BBC set to end live Open golf coverage early after 60-year relationship

BBC set to end live Open golf coverage early after 60-year relationship
The Guardian, by Ewan Murray


The BBC’s live screening of the Open Championship could cease after this year’s event at St Andrews, with consideration being given to ending the broadcast arrangement 12 months earlier than originally planned.


It was confirmed by the R&A in February that Sky will assume live Open TV rights from 2017, an issue that triggered anger in certain quarters.


The partnership is one of the longest running in sport, spanning six decades, but BBC television is soon to retain only the highlights. Critics insisted the removal of the Open from live, free-to-air television would damage golf, a claim strongly countered by the outgoing R&A chief executive Peter Dawson.

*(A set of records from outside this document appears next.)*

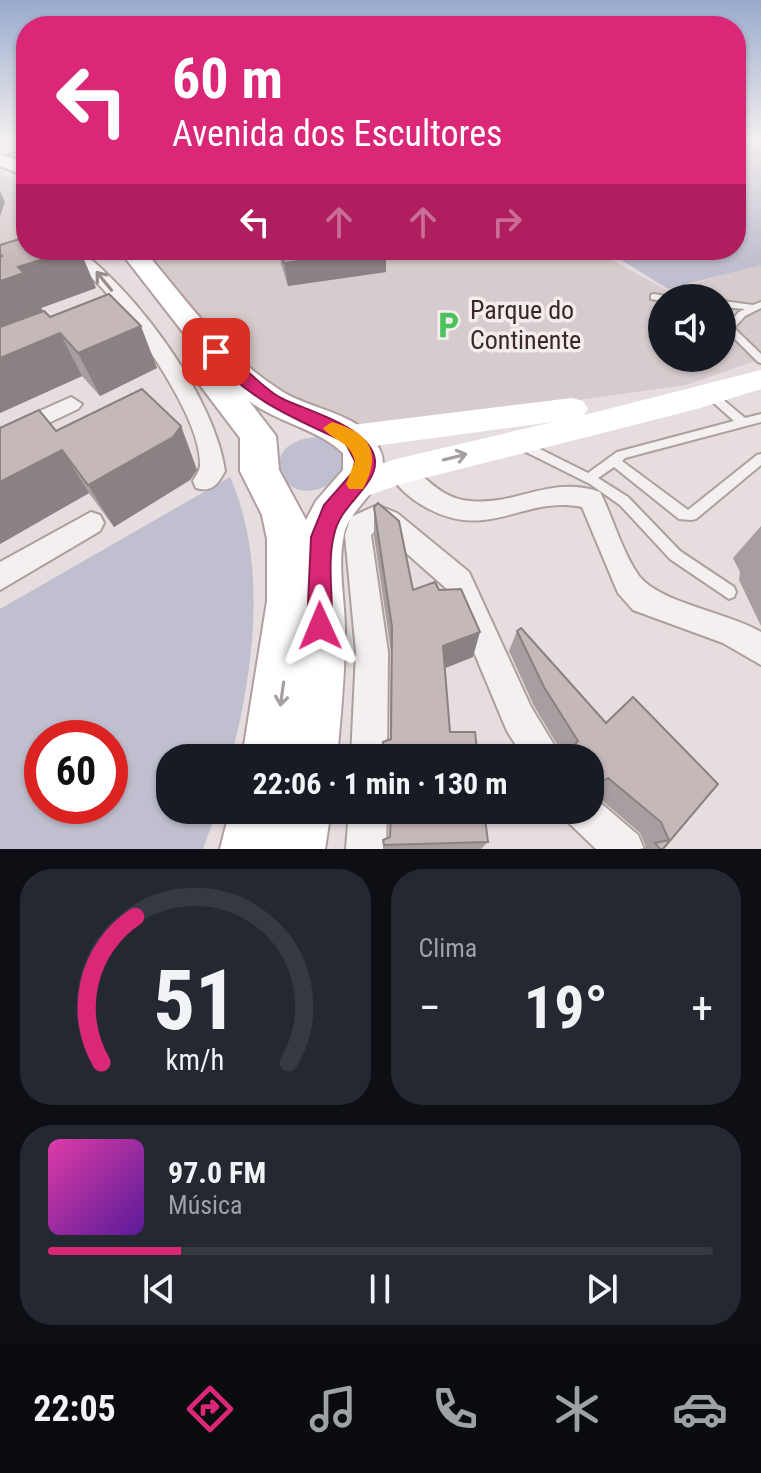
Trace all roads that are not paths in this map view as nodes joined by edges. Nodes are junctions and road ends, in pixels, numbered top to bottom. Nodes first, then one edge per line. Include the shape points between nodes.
1 (83, 260) edge
2 (120, 260) edge
3 (139, 260) edge
4 (736, 305) edge
5 (758, 306) edge
6 (760, 373) edge
7 (711, 395) junction
8 (71, 404) dead end
9 (754, 423) edge
10 (343, 433) junction
11 (0, 438) edge
12 (516, 442) junction
13 (761, 458) edge
14 (614, 461) junction
15 (400, 471) junction
16 (262, 477) junction
17 (589, 478) junction
18 (205, 481) dead end
19 (348, 492) junction
20 (91, 523) dead end
21 (0, 577) edge
22 (729, 592) dead end
23 (761, 649) edge
24 (273, 744) edge
25 (309, 744) edge
26 (369, 744) edge
27 (535, 744) edge
28 (258, 824) edge
29 (297, 824) edge
30 (367, 824) edge
31 (597, 824) edge
32 (252, 849) edge
33 (293, 849) edge
34 (366, 849) edge
35 (624, 849) edge

18 -> 1 street via 213,471 212,444 185,391
2 - 16 main road via 252,427 261,447
3 - 10 main road via 237,375 281,407
4 - 5 lane
5 - 6 lane via 729,328
6 - 7 main road
6 - 10 main road via 540,414
7 - 9 lane
7 - 12 main road
8 - 11 street
9 - 14 lane
10 - 16 main road via 308,427 279,437 269,446
10 - 19 main road via 361,448 365,461
15 -> 12 main road
12 - 17 lane
13 - 14 lane via 691,515 684,515
14 - 17 lane
15 - 19 main road
15 - 23 street via 432,499 480,512 574,493 591,499 628,584 643,600 732,632
16 - 19 main road via 286,502 303,505 322,504
16 -> 24 main road via 286,526 291,578
17 - 22 lane via 639,513 675,555
19 - 25 main road via 326,523 319,555 318,662
20 - 21 street
26 - 27 street via 372,652 360,525 377,516 459,581
28 - 32 main road
29 - 33 main road
30 - 34 street
31 - 35 street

Then, as now, it seemed curious to have a protracted divorce, with the BBC screening the 2015 and 2016 championships when little appetite for golf exists at the broadcaster. Sky, conversely, has considerably increased its golfing presence both in Europe and on the PGA Tour.


Sources at the BBC have now admitted they are serious about cutting short the Open deal. There would be a logical financial motivation for this: BBC Sport has already suffered a series of recent budget cuts and is anxious to protect existing, longer-term arrangements with the likes of Wimbledon, the Olympics and the Six Nations.


Not showing the 2016 Open could save the BBC around £7m. Privately, senior figures at the R&A are understood to be aware of this option, but it has not yet been formally proposed to them.


The barriers to such a move involve reputation – whether the BBC would consider it too much of a publicity risk to withdraw from golf almost immediately – and if the existing contract could easily be terminated pre-2017.


Sky would need to fill the void for the 2016 championship at Royal Troon. It seems inconceivable, though, that the subscription broadcaster would knock back such a scenario if on offer.


The R&A is already close to a fresh, highly lucrative contract to sell Open rights in North America, which golf’s governing body hopes will span 10 years from 2017. ESPN is thought to be unwilling to extend its current deal.


Confirmation of that arrangement, which has been negotiated by IMG from the early part of this year, is expected to arrive before Rory McIlroy defends the Claret Jug in Fife.